In a new article in Information & Culture: A Journal of History, Dr. Tilley offers numerous examples in which she says Wertham “manipulated, overstated, compromised and fabricated evidence,” particularly in the interviews he conducted with his young subjects.

Drawing from his own clinical research and pointed interpretations of comic-book story lines, Wertham argued in the book that comics were harming American children, leading them to juvenile delinquency and to lives of violence, drugs and crime.

“Seduction of the Innocent” was released to a public already teeming with anti-comics sentiment, and Wertham was embraced by millions of citizens who feared for America’s moral sanctity; he even testified in televised hearings.

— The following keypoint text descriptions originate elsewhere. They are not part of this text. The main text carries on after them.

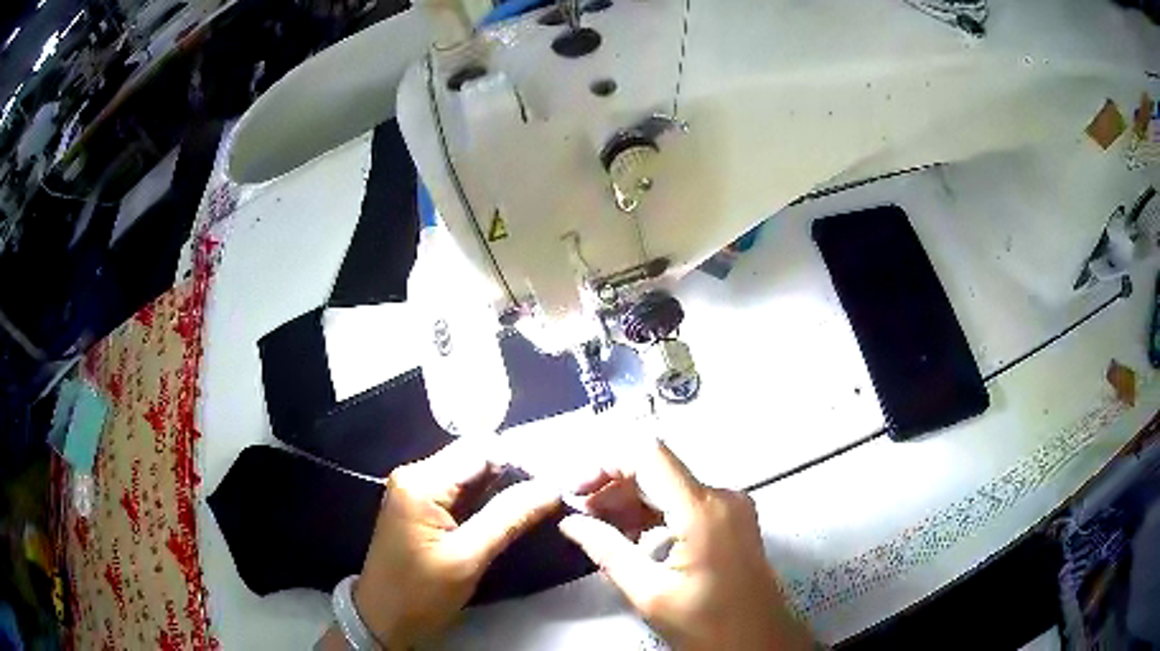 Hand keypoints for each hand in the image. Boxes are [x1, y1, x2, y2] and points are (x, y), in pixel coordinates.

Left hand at [353, 437, 560, 648]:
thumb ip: (509, 517)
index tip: (553, 482)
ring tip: (535, 505)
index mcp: (421, 481)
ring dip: (502, 488)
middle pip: (475, 457)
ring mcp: (416, 489)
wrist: (383, 619)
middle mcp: (416, 474)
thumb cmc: (420, 593)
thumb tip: (552, 486)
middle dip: (513, 474)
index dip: (520, 461)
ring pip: (471, 474)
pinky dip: (486, 500)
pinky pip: (460, 490)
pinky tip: (507, 514)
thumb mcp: (468, 558)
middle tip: (548, 497)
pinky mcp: (420, 505)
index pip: (481, 449)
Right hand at [559, 439, 813, 650]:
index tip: (576, 491)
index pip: (648, 455)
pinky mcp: (732, 520)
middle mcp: (721, 496)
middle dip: (614, 487)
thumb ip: (606, 550)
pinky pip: (685, 503)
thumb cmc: (706, 623)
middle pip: (658, 469)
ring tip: (599, 528)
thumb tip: (569, 522)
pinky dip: (654, 514)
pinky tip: (631, 538)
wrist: (759, 643)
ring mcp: (731, 507)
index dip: (605, 464)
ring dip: (632, 502)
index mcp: (702, 510)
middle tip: (581, 514)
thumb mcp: (649, 592)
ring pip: (670, 486) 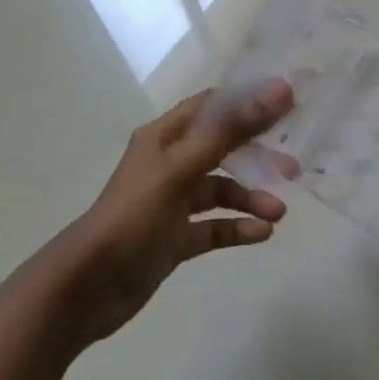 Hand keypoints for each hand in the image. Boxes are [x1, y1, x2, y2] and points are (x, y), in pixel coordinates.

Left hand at [62, 82, 294, 344]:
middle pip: (222, 148)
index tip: (289, 103)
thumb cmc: (134, 216)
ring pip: (221, 191)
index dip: (248, 101)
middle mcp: (169, 163)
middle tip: (292, 166)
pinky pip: (214, 227)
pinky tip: (262, 234)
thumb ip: (230, 131)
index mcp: (164, 137)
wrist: (87, 288)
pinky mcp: (175, 238)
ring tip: (278, 212)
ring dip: (251, 197)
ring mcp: (172, 202)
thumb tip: (280, 91)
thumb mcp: (182, 168)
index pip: (212, 106)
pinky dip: (238, 227)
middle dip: (256, 155)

Yet according to Dr. Tilley, he may have exaggerated the number of youths he worked with at the low-cost mental-health clinic he established in Harlem, who might have totaled in the hundreds instead of the “many thousands” he claimed. Dr. Tilley said he misstated their ages, combined quotations taken from many children to appear as if they came from one speaker and attributed remarks said by a single speaker to larger groups.

Other examples show how Wertham omitted extenuating circumstances in the lives of his patients, who often came from families marred by violence and substance abuse, or invented details outright.

Tilley's article, “Seducing the Innocent: Fredric Wertham and the Falsifications that Helped Condemn Comics,” was published in the November-December 2012 issue of Information and Culture: A Journal of History. Her research has created a large buzz online and has also been covered by several media outlets including I09, BleedingCool, ComicsBeat, and ThinkProgress.